Exercise objective
Repeat the records below exactly as they appear, leaving out any pictures.

Materials provided
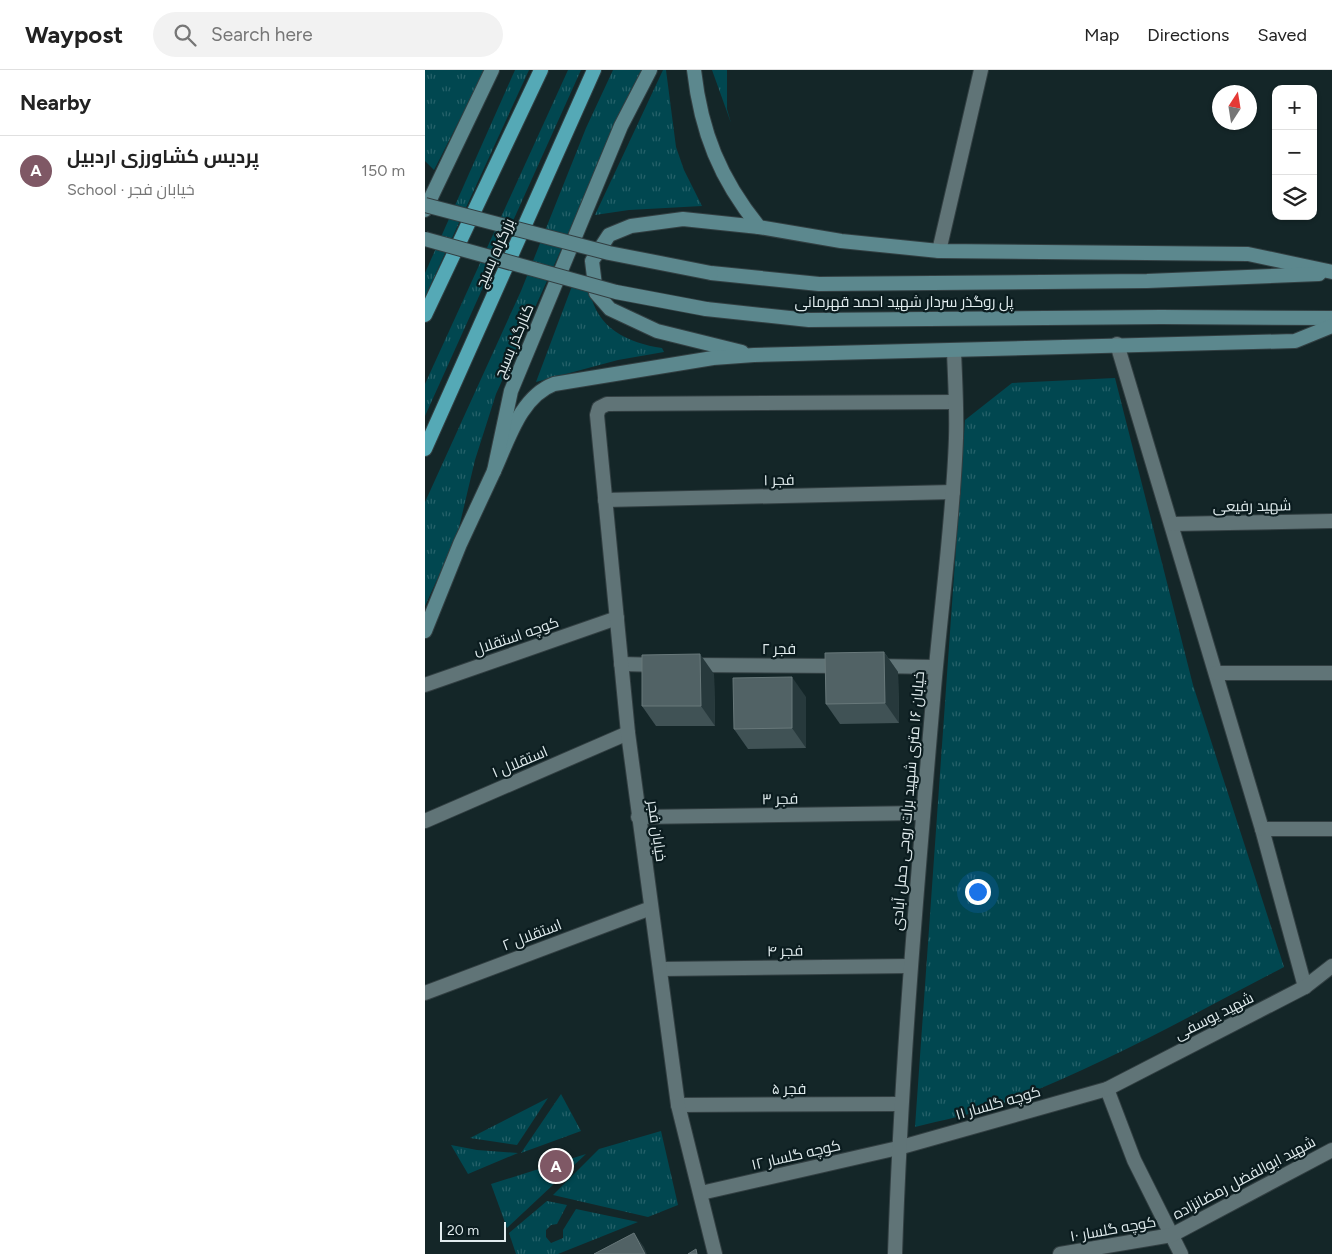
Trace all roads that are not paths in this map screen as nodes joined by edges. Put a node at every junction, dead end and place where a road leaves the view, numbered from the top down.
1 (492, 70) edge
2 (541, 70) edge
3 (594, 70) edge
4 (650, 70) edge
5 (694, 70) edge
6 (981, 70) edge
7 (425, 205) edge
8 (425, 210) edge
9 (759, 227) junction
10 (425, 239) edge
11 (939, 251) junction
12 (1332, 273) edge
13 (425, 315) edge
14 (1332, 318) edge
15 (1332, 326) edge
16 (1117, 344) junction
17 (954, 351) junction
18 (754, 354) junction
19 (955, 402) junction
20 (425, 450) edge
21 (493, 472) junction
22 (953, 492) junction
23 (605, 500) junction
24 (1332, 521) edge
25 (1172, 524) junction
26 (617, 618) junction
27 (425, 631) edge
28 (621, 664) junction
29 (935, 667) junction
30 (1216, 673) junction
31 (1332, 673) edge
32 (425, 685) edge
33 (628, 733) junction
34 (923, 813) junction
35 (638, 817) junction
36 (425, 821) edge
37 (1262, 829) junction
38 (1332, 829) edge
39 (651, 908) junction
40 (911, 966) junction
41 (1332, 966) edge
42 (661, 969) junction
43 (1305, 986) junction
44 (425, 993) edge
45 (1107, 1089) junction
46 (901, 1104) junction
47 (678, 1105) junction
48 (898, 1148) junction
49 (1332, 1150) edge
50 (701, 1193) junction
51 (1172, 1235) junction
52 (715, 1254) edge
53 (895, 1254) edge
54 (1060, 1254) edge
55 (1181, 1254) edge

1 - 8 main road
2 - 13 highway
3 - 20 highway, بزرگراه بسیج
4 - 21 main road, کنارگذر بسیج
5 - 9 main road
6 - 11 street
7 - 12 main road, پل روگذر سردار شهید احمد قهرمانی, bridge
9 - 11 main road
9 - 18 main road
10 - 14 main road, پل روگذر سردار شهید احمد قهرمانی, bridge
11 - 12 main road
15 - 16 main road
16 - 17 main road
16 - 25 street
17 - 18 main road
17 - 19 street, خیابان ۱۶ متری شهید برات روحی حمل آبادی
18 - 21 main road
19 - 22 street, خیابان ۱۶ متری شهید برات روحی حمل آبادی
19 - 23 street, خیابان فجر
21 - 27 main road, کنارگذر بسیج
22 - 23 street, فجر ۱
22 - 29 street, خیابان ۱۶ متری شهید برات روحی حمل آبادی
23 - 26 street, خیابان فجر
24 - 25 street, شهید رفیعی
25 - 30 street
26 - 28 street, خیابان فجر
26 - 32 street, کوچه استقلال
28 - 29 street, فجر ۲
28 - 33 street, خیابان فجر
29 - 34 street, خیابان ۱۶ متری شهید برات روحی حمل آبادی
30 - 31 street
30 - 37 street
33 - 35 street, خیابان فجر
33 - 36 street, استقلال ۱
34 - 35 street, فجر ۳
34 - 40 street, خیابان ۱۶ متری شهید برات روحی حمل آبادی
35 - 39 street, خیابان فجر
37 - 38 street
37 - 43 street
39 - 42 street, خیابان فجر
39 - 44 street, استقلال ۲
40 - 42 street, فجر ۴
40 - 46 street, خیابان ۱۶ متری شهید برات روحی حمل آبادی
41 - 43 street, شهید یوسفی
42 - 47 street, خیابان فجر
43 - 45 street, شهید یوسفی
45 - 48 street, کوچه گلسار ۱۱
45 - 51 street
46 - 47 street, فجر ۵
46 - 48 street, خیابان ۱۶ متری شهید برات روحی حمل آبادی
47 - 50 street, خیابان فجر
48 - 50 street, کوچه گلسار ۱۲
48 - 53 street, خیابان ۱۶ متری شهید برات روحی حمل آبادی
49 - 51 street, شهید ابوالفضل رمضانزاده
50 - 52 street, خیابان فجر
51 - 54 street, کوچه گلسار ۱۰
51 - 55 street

Solved problem
Trace all roads that are not paths in this map screen as nodes joined by edges. Put a node at every junction, dead end and place where a road leaves the view, numbered from the top down.
1 (492, 70) edge
2 (541, 70) edge
3 (594, 70) edge
4 (650, 70) edge
5 (694, 70) edge
6 (981, 70) edge
7 (425, 205) edge
8 (425, 210) edge
9 (759, 227) junction
10 (425, 239) edge
11 (939, 251) junction
12 (1332, 273) edge
13 (425, 315) edge
14 (1332, 318) edge
15 (1332, 326) edge
16 (1117, 344) junction
17 (954, 351) junction
18 (754, 354) junction
19 (955, 402) junction
20 (425, 450) edge
21 (493, 472) junction
22 (953, 492) junction
23 (605, 500) junction
24 (1332, 521) edge
25 (1172, 524) junction
26 (617, 618) junction
27 (425, 631) edge
28 (621, 664) junction
29 (935, 667) junction
30 (1216, 673) junction
31 (1332, 673) edge
32 (425, 685) edge
33 (628, 733) junction
34 (923, 813) junction
35 (638, 817) junction
36 (425, 821) edge
37 (1262, 829) junction
38 (1332, 829) edge
39 (651, 908) junction
40 (911, 966) junction
41 (1332, 966) edge
42 (661, 969) junction
43 (1305, 986) junction
44 (425, 993) edge
45 (1107, 1089) junction
46 (901, 1104) junction
47 (678, 1105) junction
48 (898, 1148) junction
49 (1332, 1150) edge
50 (701, 1193) junction
51 (1172, 1235) junction
52 (715, 1254) edge
53 (895, 1254) edge
54 (1060, 1254) edge
55 (1181, 1254) edge

1 - 8 main road
2 - 13 highway
3 - 20 highway, بزرگراه بسیج
4 - 21 main road, کنارگذر بسیج
5 - 9 main road
6 - 11 street
7 - 12 main road, پل روگذر سردار شهید احمد قهرمانی, bridge
9 - 11 main road
9 - 18 main road
10 - 14 main road, پل روگذر سردار شهید احمد قهرمانی, bridge
11 - 12 main road
15 - 16 main road
16 - 17 main road
16 - 25 street
17 - 18 main road
17 - 19 street, خیابان ۱۶ متری شهید برات روحی حمل آبادی
18 - 21 main road
19 - 22 street, خیابان ۱۶ متری شهید برات روحی حمل آبادی
19 - 23 street, خیابان فجر
21 - 27 main road, کنارگذر بسیج
22 - 23 street, فجر ۱
22 - 29 street, خیابان ۱۶ متری شهید برات روحی حمل آبادی
23 - 26 street, خیابان فجر
24 - 25 street, شهید رفیعی
25 - 30 street
26 - 28 street, خیابان فجر
26 - 32 street, کوچه استقلال
28 - 29 street, فجر ۲
28 - 33 street, خیابان فجر
29 - 34 street, خیابان ۱۶ متری شهید برات روحی حمل آبادی
30 - 31 street
30 - 37 street
33 - 35 street, خیابان فجر
33 - 36 street, استقلال ۱
34 - 35 street, فجر ۳
34 - 40 street, خیابان ۱۶ متری شهید برات روحی حمل آبادی
35 - 39 street, خیابان فجر
37 - 38 street
37 - 43 street
39 - 42 street, خیابان فجر
39 - 44 street, استقلال ۲
40 - 42 street, فجر ۴
40 - 46 street, خیابان ۱۶ متری شهید برات روحی حمل آبادی
41 - 43 street, شهید یوسفی
42 - 47 street, خیابان فجر
43 - 45 street, شهید یوسفی
45 - 48 street, کوچه گلسار ۱۱
45 - 51 street
46 - 47 street, فجر ۵
46 - 48 street, خیابان ۱۶ متری شهید برات روحی حمل آبادی
47 - 50 street, خیابان فجر
48 - 50 street, کوچه گلسار ۱۲
48 - 53 street, خیابان ۱۶ متری شهید برات روحی حمل آبادی
49 - 51 street, شهید ابوالفضل رمضانزاده
50 - 52 street, خیابان فجر
51 - 54 street, کوچه گلسار ۱۰
51 - 55 street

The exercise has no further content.